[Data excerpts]
_ _ _ _ _ _ _

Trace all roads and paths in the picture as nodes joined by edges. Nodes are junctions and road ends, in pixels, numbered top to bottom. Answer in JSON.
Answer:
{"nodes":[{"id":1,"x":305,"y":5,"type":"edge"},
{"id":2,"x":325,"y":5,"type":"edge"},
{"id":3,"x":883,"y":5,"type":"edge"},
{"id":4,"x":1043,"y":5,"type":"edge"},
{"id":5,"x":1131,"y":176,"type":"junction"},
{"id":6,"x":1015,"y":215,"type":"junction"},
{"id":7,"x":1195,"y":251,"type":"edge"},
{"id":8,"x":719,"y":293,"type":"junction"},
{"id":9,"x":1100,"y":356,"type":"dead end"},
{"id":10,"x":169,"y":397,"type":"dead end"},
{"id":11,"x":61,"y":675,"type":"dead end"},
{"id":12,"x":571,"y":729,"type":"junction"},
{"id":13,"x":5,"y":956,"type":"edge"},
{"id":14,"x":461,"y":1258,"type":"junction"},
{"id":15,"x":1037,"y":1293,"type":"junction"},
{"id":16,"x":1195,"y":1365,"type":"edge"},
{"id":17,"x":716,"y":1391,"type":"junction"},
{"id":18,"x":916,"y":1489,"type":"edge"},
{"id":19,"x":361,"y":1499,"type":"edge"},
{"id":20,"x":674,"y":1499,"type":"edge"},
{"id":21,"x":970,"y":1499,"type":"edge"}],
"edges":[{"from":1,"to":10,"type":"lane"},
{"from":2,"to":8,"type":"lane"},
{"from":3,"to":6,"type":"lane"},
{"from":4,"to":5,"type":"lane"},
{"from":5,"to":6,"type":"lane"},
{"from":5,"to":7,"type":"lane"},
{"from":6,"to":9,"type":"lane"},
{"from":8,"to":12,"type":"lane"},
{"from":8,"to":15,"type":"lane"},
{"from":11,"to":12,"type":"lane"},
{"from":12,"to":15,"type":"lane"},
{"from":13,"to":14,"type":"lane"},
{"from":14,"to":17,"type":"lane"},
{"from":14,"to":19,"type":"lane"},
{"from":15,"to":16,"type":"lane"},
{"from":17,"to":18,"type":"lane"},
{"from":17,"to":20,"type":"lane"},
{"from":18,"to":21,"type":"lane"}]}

_ _ _ _ _ _ _

The word to look for is "edges"; copy out every line of the entries that holds it.

# Task answer
Trace all roads and paths in the picture as nodes joined by edges. Nodes are junctions and road ends, in pixels, numbered top to bottom. Answer in JSON.
"edges":[{"from":1,"to":10,"type":"lane"},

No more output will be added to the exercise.